The Eurozone crisis is not due to an asymmetric shock as asymmetric shocks are defined in the micro founded macro literature. No one has come up with an explanation of events in Ireland and Spain which isn't based on gross violations of the rational expectations assumption.
Sensible macroeconomists who switch that assumption on and off at will had trouble explaining their concerns to policy makers, because the formal model had to be one of a country specific taste or technology shock. The possibility of asymmetric responses to shocks was either totally unexplained or based on governments messing up markets.*
I'd say the problem was in small part due to the rejection of most of Keynes's thought by New Keynesians. Of course I'd also guess that academic economists weren't really influential at all -- that policy makers use us (OK to be honest no policy maker has bothered to use my though) to come up with arguments for policies which they choose for other reasons.
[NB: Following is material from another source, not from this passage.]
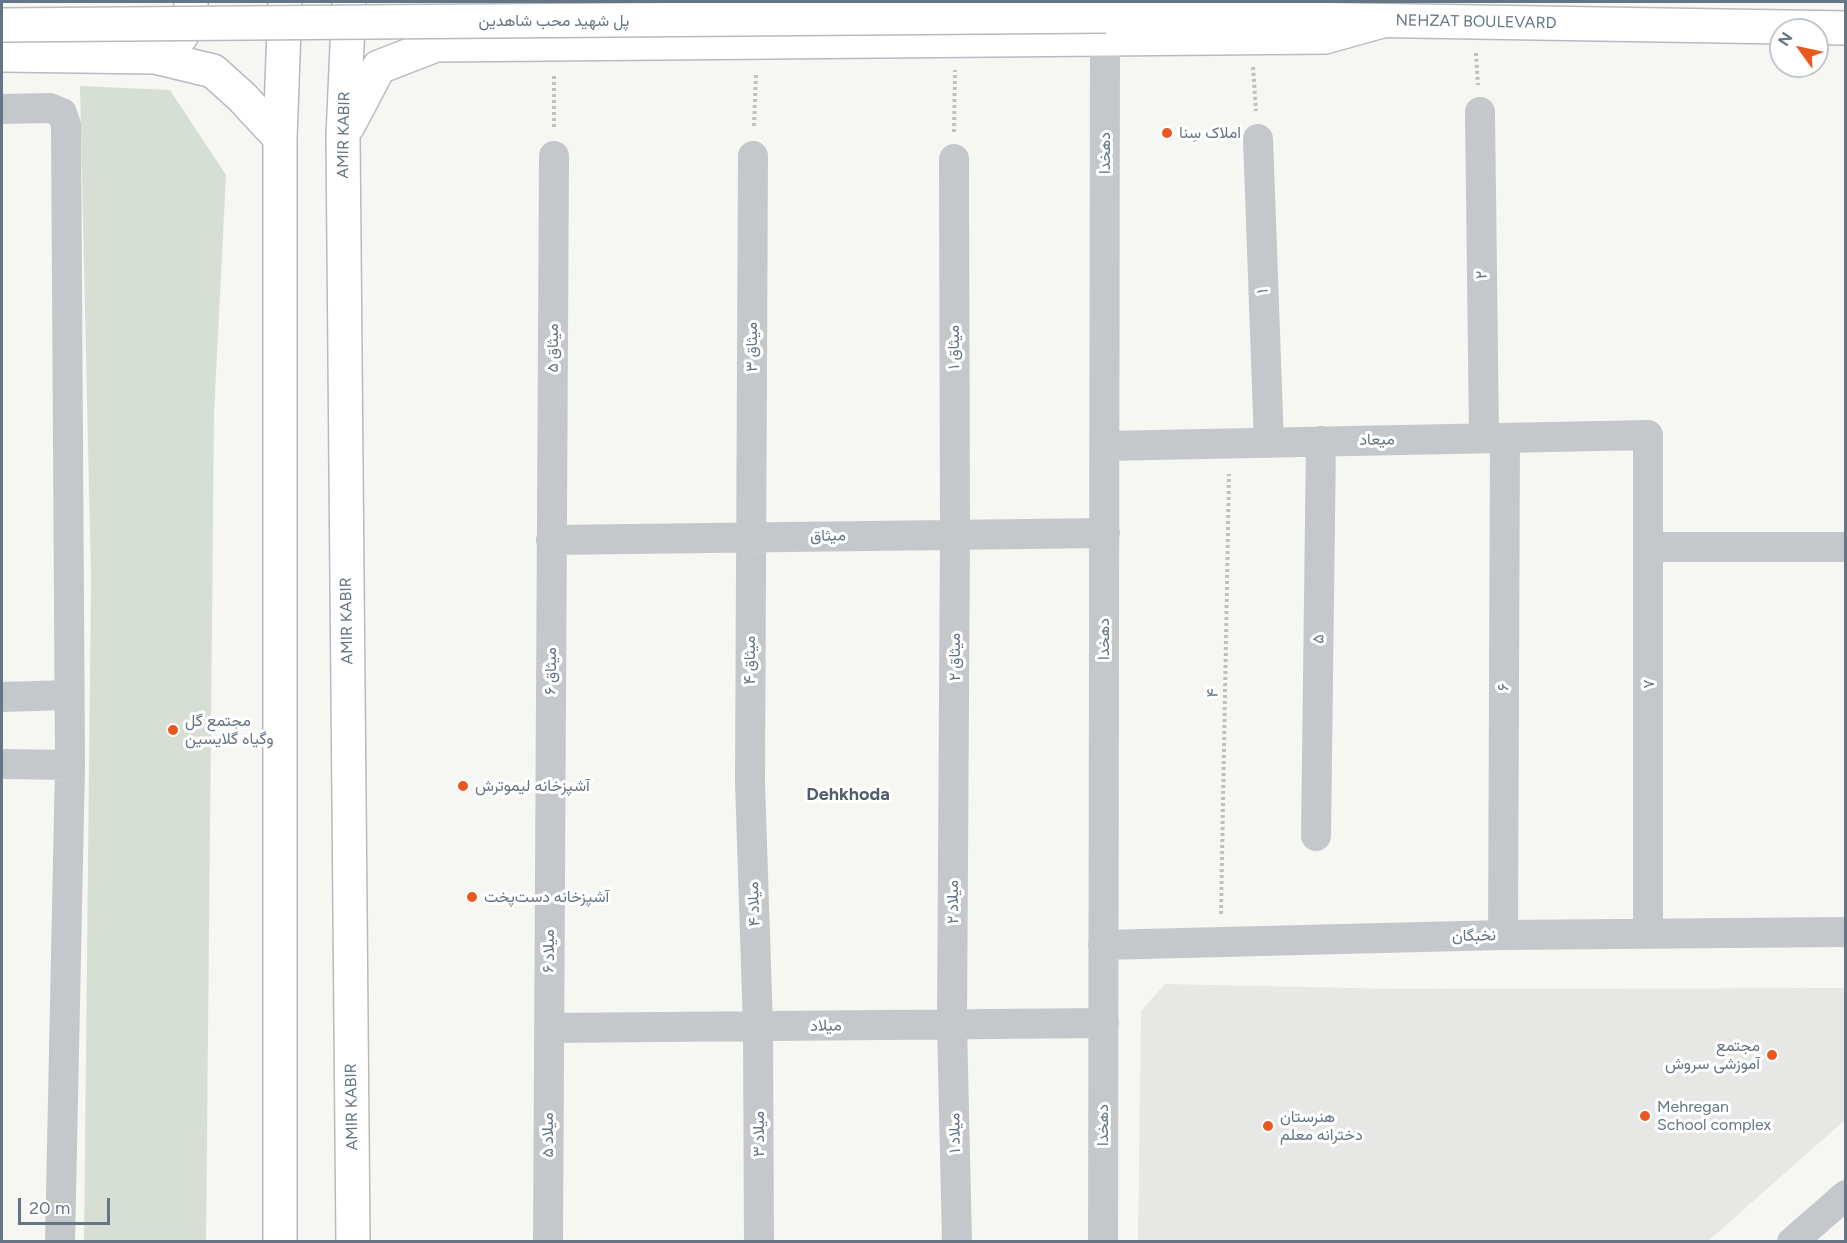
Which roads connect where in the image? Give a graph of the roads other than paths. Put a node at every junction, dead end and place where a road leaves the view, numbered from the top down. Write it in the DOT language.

But I also think that the logic of modern mainstream macroeconomics made it harder to warn of the dangers of say housing bubbles. I don't claim that economists would have warned specifcally of housing bubbles except for the fact that they feel that appeals to irrationality to be cheating, but I do think that playing with dynamic optimization helped blind economists to the risks of manias panics and crashes in general and helped renders those who saw tongue tied.
Of course even if one accepts this reasoning one has to consider the advantages obtained by applying the mathematical tools of intertemporal optimization to macroeconomic models, such as ... uh ... ?
* This makes the focus on eliminating employment protection in exchange for loans almost logical. Of course economic models suggest that a recession is not an ideal time to reduce firing costs since employment with nominal rigidity, a recession and firing costs is closer to flexibile wage/price and perfect competition employment -- the cyclical problem with firing costs is that they reduce net hiring in expansions. The policy demand is crazy but the craziness would not be clear to someone whose one's thinking were based on analyzing only models which deviate from Arrow-Debreu on only one way at a time (I'm quite sure this isn't the cause of the bad policy in this case).